What might we be saying to potential applicants to medical school? Discourses of excellence, equity, and diversity on the web sites of Canada's 17 medical schools.

Author information

1
Centre for Medical Education, Department of Integrated Studies in Education, McGill University Faculty of Medicine, Montreal Children's Hospital, Montreal, Quebec, Canada. saleem.razack@mcgill.ca

Abstract

PURPOSE:

Medical school Web sites often advance arguments to claim institutional excellence and appeal to the "best and the brightest" who might join their institutions as medical students. What do these texts communicate about institutional excellence, or the excellence of potential applicants to medical school? How are discourses related to social accountability, such as those concerning diversity and equity, represented?

METHOD:

From July through December 2010, using the concepts of excellence, equity, and diversity, the authors examined the discourses identified on the Web sites of Canada's 17 medical schools, focusing on faculty welcome pages, deans' messages, and those pages specifically targeting applicants to medicine.

RESULTS:

Institutional prestige and applicant suitability were generally promoted through discourses of academic excellence such as research, innovation, and global positioning. Service-to-society discourses were much less prominent. Diversity discourses emerged primarily as appeals to institutions' cosmopolitan sophistication. Equity, when mentioned, tended to focus on increasing the participation of indigenous and rural students in medicine.
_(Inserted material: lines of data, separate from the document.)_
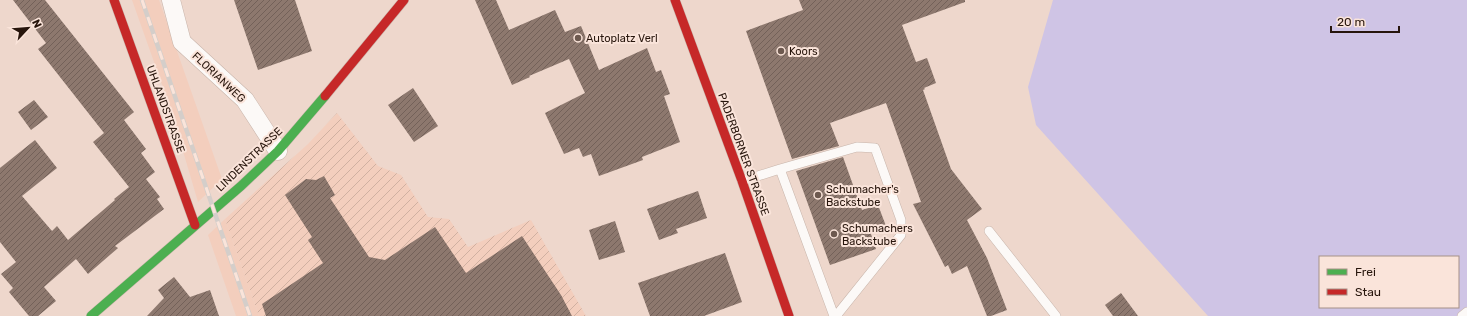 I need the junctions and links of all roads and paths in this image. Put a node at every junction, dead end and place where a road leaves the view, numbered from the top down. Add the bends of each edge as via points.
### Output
1 (114, 0) edge
2 (171, 0) edge
3 (404, 0) edge
4 (675, 0) edge
5 (278, 151) junction
6 (780, 169) junction
7 (742, 181) junction
8 (195, 225) junction
9 (989, 231) dead end
10 (1467, 312) edge
11 (91, 316) edge
12 (789, 316) edge
13 (835, 316) edge
14 (1056, 316) edge
15 (1462, 316) edge

1 - 8 street, UHLANDSTRASSE
2 - 5 street, FLORIANWEG via 182,42 245,100
3 - 5 street, LINDENSTRASSE
4 - 7 street, PADERBORNER STRASSE
5 - 8 street, LINDENSTRASSE
6 - 7 lane
6 - 13 lane
6 - 13 lane via 857,147 875,148 901,220 901,235
7 - 12 street, PADERBORNER STRASSE
8 - 11 street, LINDENSTRASSE
9 - 14 lane
10 - 15 lane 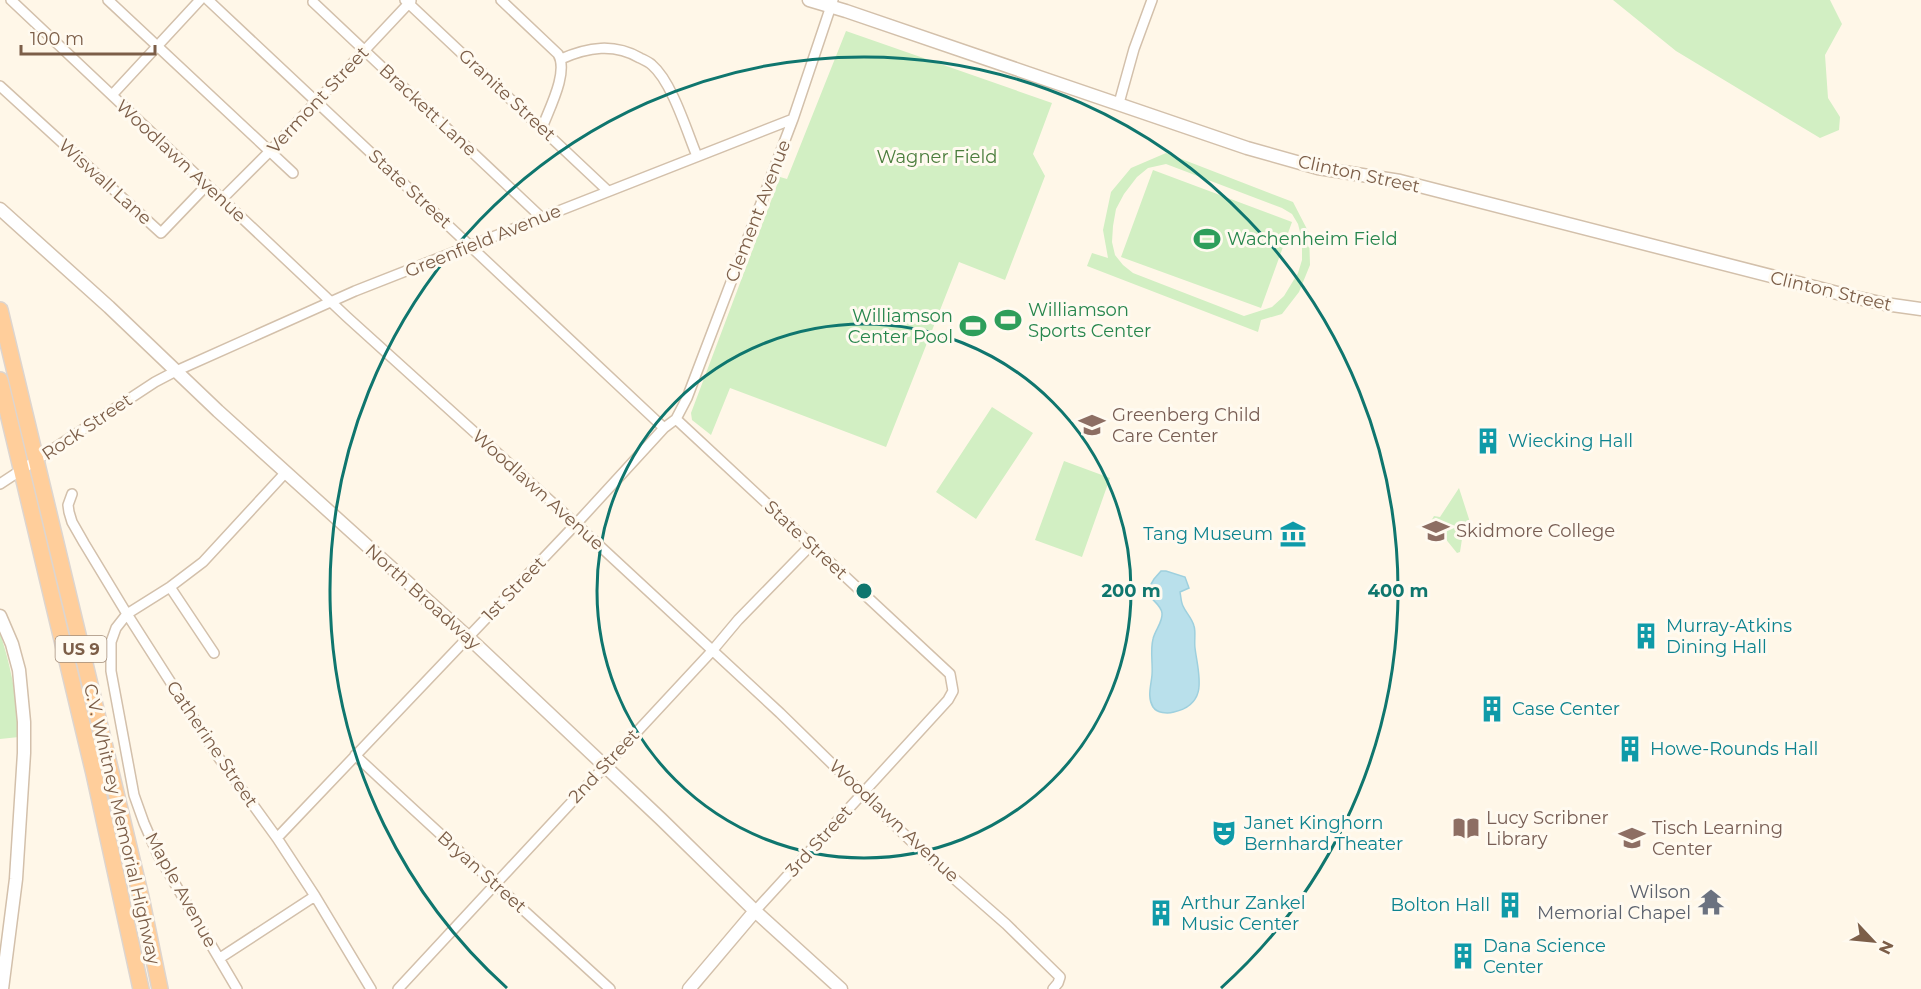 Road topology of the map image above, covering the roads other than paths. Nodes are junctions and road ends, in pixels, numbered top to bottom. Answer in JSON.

Institutional positioning can be situated on a continuum from the more "centric" (typical academic excellence claims) to the more "eccentric" (excellence claims grounded in local contexts such as service to a region or constituency).

CONCLUSIONS:

Discourses can play a central role in regulating social institutional practices. It is worthwhile for medical schools to examine the messages that medical schools are communicating on their Web sites. If schools are to move beyond prestige-based characterizations of excellence and build a socially accountable profession, open and inclusive discussions are needed.

PMID:
22914518
DOI:
10.1097/ACM.0b013e318267663a
[Indexed for MEDLINE]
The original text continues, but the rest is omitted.